These kitchen scales don’t just weigh your food—they analyse it
Designer Da-yeon Choi came up with the concept, which imagines a simple at-home device that makes it easier to understand what it is we are eating.
The teal coloured device looks like a table lamp, which speaks to the product designer’s aim of creating something that would look smart whilst sitting on a kitchen countertop.
Called Foody, the concept food analyser tells you what is inside your food.
It’s inspired by a BMI machine, which typically uses an electrical pulse to determine the amount of total body fat in a human.
Instead, the device uses an already existing analysis technique for fast, accurate food testing known as Near Infrared, or NIR, Spectroscopy.
NIR spectroscopy works by shooting infrared rays on a food item and measuring the light that is scattered off and through it, which can rapidly determine the material’s properties.
However, this sort of technology usually requires a much larger machine than the sleek, compact gadget Korean designer Da-yeon Choi has imagined, which looks like a mix between a lamp and a set of weighing scales.
Users simply place the food item on the base and fix the adjustable height rod again, similar to a BMI machine.

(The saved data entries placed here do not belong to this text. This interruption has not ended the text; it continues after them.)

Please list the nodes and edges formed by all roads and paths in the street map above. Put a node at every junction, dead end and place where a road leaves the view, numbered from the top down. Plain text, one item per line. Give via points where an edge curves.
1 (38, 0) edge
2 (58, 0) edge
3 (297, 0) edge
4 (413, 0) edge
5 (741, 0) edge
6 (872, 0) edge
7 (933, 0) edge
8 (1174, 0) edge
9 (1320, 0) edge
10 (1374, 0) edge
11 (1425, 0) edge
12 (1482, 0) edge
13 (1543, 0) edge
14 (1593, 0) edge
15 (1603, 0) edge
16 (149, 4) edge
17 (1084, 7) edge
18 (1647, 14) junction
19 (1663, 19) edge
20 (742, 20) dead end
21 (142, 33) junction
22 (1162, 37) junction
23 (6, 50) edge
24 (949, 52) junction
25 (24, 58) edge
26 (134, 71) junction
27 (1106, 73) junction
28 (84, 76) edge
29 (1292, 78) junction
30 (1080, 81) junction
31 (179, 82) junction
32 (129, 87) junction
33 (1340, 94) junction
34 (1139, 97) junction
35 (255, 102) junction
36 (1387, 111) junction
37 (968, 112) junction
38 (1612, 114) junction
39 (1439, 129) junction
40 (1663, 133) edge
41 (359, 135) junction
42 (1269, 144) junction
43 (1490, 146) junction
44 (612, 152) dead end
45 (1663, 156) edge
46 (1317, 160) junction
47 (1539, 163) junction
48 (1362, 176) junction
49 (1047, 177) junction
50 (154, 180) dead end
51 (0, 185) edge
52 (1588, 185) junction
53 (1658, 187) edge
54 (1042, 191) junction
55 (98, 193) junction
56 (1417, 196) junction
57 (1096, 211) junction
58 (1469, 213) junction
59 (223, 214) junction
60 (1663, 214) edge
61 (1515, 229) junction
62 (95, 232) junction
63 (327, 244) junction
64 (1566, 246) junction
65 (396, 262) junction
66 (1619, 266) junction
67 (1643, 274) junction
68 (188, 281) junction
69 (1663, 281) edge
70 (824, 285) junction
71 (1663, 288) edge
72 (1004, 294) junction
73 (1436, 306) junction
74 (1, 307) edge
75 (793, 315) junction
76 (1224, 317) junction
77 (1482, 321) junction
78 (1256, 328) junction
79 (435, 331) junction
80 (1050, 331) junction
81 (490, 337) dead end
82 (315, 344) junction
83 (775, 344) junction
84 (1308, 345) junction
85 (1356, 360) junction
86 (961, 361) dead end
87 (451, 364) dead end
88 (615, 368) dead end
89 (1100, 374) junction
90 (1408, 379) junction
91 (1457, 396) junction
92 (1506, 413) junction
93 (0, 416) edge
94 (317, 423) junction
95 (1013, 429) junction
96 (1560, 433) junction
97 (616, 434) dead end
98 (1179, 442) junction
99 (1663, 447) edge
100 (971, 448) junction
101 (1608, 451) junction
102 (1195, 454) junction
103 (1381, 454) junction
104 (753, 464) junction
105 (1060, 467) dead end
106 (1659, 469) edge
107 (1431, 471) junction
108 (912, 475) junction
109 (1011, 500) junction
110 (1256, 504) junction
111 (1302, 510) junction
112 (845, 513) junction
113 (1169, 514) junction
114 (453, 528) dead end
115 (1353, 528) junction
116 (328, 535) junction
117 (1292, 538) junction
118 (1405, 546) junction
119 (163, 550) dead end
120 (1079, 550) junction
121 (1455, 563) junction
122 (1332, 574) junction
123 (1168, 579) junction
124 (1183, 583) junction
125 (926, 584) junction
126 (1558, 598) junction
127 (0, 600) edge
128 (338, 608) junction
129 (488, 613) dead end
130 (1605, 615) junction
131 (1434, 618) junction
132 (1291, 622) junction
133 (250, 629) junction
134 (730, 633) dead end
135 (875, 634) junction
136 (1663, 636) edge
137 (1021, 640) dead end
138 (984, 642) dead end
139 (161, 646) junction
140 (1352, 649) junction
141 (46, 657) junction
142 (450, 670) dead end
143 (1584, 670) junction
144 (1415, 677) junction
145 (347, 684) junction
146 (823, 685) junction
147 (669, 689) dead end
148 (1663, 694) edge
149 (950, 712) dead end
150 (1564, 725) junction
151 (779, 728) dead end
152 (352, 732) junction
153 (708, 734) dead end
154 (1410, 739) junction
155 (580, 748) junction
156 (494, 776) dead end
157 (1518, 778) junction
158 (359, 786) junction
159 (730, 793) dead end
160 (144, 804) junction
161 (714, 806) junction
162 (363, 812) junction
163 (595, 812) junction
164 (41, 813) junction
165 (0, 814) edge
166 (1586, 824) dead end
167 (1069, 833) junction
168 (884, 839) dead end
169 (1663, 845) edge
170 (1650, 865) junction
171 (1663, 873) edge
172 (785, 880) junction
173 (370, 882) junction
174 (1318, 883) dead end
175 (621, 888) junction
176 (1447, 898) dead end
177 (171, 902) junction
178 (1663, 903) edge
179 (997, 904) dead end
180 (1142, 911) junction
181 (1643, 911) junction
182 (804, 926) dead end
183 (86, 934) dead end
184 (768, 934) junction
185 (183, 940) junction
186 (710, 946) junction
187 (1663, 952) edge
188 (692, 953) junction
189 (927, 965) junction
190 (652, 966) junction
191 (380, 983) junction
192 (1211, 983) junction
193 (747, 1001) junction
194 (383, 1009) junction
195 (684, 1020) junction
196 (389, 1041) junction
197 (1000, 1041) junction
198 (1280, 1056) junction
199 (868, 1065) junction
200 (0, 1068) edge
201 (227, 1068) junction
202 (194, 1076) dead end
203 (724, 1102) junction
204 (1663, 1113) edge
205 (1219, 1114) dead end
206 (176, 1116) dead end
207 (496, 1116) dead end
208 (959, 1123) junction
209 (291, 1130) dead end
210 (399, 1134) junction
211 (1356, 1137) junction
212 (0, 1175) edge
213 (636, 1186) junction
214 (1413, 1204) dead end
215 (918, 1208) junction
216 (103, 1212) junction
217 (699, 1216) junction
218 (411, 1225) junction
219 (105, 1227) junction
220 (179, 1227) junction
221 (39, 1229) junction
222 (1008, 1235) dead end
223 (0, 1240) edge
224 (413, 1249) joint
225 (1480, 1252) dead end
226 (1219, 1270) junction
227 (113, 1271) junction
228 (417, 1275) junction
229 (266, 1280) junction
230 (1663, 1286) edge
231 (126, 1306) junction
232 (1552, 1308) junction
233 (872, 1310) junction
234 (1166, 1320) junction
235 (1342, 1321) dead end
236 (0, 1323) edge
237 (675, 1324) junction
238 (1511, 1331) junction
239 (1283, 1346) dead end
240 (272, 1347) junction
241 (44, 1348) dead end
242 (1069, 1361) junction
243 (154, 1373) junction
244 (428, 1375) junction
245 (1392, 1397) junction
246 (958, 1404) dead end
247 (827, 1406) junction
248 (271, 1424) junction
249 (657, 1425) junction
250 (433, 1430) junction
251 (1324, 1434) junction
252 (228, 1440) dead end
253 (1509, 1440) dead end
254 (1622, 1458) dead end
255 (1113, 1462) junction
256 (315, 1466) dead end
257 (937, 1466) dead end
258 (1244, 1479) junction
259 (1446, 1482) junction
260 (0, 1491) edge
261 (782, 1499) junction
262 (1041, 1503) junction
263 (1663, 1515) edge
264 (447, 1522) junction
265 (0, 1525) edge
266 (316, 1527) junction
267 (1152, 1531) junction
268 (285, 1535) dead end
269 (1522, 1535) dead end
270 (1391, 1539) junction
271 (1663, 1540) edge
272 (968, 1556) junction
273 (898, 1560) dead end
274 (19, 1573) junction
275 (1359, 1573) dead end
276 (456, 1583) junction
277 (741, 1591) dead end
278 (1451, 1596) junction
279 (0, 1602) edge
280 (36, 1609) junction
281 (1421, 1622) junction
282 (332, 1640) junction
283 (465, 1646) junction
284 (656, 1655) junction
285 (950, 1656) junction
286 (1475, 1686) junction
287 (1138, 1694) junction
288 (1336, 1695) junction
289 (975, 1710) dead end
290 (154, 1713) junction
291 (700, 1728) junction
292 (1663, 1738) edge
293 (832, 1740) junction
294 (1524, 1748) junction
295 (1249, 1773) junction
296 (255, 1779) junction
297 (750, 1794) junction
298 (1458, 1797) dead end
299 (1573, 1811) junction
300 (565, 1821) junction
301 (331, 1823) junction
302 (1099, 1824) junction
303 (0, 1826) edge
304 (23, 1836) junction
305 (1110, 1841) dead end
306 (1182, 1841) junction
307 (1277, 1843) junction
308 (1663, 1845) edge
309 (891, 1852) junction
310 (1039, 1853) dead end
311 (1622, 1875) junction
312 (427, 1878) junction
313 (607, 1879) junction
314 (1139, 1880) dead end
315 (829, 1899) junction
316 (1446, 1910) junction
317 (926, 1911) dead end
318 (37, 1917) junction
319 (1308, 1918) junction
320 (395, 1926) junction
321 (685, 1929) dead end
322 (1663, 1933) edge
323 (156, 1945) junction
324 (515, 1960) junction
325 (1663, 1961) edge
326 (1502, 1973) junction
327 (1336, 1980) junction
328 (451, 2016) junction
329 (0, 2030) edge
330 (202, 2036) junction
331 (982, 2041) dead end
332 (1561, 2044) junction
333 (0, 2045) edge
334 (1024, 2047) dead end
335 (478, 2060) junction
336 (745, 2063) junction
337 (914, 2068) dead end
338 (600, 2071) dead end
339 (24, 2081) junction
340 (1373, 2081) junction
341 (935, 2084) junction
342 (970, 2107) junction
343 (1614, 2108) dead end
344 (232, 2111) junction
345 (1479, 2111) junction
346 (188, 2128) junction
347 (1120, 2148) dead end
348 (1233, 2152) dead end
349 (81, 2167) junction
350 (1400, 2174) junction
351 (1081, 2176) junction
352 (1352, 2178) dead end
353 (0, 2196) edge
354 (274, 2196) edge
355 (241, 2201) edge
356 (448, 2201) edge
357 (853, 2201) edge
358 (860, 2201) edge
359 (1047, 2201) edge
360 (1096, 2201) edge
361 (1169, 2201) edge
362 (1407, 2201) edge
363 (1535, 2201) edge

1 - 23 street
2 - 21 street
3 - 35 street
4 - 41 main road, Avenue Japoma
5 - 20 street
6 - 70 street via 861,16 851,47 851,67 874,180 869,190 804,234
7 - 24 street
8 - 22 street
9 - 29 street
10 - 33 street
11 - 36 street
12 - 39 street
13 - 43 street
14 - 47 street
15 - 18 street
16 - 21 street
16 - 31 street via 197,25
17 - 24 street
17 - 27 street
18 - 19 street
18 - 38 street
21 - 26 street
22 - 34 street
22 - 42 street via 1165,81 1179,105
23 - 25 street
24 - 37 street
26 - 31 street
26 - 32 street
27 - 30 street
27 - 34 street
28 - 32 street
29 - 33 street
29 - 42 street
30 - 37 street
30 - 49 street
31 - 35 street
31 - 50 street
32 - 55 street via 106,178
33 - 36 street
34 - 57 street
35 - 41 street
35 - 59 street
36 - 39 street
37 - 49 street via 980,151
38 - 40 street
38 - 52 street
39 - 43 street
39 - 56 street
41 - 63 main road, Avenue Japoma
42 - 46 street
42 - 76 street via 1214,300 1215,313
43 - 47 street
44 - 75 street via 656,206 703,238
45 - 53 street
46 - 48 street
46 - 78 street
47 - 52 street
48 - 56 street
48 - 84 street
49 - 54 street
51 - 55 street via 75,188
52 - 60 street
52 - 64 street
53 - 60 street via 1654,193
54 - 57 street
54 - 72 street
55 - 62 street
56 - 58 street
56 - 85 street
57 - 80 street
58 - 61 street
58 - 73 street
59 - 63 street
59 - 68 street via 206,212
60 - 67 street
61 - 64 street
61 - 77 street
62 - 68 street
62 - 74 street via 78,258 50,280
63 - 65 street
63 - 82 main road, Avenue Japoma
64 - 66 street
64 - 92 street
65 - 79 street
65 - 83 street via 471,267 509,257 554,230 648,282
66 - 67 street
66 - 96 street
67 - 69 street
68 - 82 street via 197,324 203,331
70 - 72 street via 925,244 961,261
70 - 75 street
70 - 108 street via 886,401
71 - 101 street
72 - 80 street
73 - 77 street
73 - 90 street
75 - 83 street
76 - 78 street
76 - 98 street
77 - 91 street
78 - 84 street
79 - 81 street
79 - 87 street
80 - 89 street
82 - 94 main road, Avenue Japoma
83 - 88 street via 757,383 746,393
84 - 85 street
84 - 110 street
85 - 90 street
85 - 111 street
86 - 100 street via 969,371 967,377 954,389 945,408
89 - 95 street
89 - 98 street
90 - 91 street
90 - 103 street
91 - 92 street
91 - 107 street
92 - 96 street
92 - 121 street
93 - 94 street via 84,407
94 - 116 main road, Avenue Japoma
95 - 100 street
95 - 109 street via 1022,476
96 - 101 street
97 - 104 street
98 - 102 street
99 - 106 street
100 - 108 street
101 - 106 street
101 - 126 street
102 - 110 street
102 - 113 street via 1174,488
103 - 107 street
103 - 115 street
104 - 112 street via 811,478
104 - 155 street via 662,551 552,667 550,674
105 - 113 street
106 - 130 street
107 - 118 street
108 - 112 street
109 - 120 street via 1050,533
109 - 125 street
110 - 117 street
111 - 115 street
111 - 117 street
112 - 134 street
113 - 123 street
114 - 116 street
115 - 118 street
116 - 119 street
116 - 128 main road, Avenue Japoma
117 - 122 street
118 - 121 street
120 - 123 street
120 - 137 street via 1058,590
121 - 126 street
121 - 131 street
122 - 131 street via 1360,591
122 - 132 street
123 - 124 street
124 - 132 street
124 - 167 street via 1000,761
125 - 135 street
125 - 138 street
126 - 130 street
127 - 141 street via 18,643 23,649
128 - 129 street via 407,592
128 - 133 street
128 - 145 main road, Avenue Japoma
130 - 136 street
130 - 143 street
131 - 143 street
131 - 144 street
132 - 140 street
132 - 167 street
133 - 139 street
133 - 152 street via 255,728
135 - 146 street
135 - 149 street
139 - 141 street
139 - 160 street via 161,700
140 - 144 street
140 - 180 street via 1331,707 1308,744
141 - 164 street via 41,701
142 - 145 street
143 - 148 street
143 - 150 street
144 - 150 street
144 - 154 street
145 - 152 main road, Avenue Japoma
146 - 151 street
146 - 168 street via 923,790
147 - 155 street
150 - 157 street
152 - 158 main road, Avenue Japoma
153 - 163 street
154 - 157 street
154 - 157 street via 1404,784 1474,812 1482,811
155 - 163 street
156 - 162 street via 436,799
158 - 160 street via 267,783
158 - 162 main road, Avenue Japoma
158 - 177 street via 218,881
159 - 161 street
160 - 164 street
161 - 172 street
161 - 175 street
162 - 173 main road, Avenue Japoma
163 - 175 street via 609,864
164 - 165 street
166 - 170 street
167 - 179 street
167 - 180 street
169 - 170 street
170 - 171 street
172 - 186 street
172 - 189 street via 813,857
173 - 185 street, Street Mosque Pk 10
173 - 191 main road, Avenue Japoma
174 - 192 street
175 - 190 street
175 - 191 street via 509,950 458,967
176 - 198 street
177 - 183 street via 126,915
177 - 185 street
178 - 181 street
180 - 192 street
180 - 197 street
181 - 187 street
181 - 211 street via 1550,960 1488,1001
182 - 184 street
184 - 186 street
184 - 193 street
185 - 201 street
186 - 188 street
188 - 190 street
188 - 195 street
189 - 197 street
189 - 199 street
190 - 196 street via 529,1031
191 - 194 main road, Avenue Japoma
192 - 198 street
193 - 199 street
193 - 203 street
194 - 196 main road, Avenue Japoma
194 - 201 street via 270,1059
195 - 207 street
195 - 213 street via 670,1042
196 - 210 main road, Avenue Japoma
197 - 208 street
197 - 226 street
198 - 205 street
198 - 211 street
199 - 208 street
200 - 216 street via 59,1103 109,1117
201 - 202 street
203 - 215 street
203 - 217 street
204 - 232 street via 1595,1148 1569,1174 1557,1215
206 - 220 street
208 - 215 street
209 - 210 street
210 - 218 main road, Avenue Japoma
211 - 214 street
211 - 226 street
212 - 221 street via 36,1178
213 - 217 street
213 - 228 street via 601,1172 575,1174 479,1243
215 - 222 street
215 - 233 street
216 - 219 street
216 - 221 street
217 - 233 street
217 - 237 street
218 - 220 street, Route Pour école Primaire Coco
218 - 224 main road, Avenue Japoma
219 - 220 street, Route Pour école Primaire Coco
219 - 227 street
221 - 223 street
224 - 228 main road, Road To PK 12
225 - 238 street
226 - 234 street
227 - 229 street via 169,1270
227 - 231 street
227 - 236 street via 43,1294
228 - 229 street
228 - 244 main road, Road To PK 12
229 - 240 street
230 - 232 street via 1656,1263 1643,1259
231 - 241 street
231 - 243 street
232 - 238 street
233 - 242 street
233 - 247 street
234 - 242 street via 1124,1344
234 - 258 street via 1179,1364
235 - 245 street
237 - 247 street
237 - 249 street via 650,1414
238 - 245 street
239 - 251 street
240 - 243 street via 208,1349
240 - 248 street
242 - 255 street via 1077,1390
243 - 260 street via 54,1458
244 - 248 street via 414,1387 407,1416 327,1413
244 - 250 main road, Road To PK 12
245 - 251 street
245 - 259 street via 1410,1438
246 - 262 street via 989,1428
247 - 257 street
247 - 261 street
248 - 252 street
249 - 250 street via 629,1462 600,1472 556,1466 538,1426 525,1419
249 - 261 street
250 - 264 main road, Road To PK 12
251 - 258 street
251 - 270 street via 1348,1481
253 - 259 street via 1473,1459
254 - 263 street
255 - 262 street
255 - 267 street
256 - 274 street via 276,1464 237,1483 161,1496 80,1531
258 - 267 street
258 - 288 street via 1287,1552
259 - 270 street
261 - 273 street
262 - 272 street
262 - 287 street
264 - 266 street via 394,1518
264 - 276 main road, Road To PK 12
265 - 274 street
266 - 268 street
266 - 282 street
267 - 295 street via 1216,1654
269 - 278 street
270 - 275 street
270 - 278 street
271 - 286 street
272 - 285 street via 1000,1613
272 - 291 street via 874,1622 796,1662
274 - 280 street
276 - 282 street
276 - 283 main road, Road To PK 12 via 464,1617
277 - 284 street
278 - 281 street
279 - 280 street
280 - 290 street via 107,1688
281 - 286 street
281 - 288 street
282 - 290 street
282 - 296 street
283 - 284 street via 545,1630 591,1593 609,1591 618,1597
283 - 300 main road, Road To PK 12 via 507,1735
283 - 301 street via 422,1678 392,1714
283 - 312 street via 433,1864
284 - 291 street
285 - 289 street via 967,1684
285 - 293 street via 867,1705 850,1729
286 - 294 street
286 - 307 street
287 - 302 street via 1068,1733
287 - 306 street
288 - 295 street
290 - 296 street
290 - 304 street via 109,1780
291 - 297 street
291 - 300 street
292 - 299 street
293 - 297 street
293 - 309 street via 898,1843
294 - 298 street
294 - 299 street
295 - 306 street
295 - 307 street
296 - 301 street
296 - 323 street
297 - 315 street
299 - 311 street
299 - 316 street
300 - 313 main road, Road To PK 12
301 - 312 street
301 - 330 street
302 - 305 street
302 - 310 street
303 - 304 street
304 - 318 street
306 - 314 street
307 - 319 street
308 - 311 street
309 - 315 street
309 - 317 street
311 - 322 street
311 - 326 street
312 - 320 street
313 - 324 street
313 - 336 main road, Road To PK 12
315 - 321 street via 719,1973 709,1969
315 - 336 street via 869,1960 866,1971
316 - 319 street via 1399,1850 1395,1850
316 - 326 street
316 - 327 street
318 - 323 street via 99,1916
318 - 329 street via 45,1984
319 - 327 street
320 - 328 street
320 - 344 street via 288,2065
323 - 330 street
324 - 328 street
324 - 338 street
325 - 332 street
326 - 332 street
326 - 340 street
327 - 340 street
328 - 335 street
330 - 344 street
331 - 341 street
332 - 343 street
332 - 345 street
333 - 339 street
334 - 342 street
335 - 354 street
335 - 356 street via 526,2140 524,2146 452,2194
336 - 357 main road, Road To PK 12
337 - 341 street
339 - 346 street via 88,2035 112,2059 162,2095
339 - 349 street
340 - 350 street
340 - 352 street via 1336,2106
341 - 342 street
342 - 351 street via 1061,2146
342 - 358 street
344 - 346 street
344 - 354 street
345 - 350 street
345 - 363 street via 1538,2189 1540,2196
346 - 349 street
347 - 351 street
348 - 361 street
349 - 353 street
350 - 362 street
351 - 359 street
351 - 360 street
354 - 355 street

The device then shoots infrared rays to measure calories, vitamins, water content, proteins, iron and trans fat content.
Foody: Weighing up the future of food
Kitchen gadgets are a burgeoning market often celebrating new products that feed our obsession with knowing what’s inside our food.
Da-yeon Choi’s Foody project responds to that obsession with a concept device that looks aesthetically pleasing.
It recognises the popular notion of design first when it comes to personal electronics whilst exploring larger scale machinery that already exists to inform its function.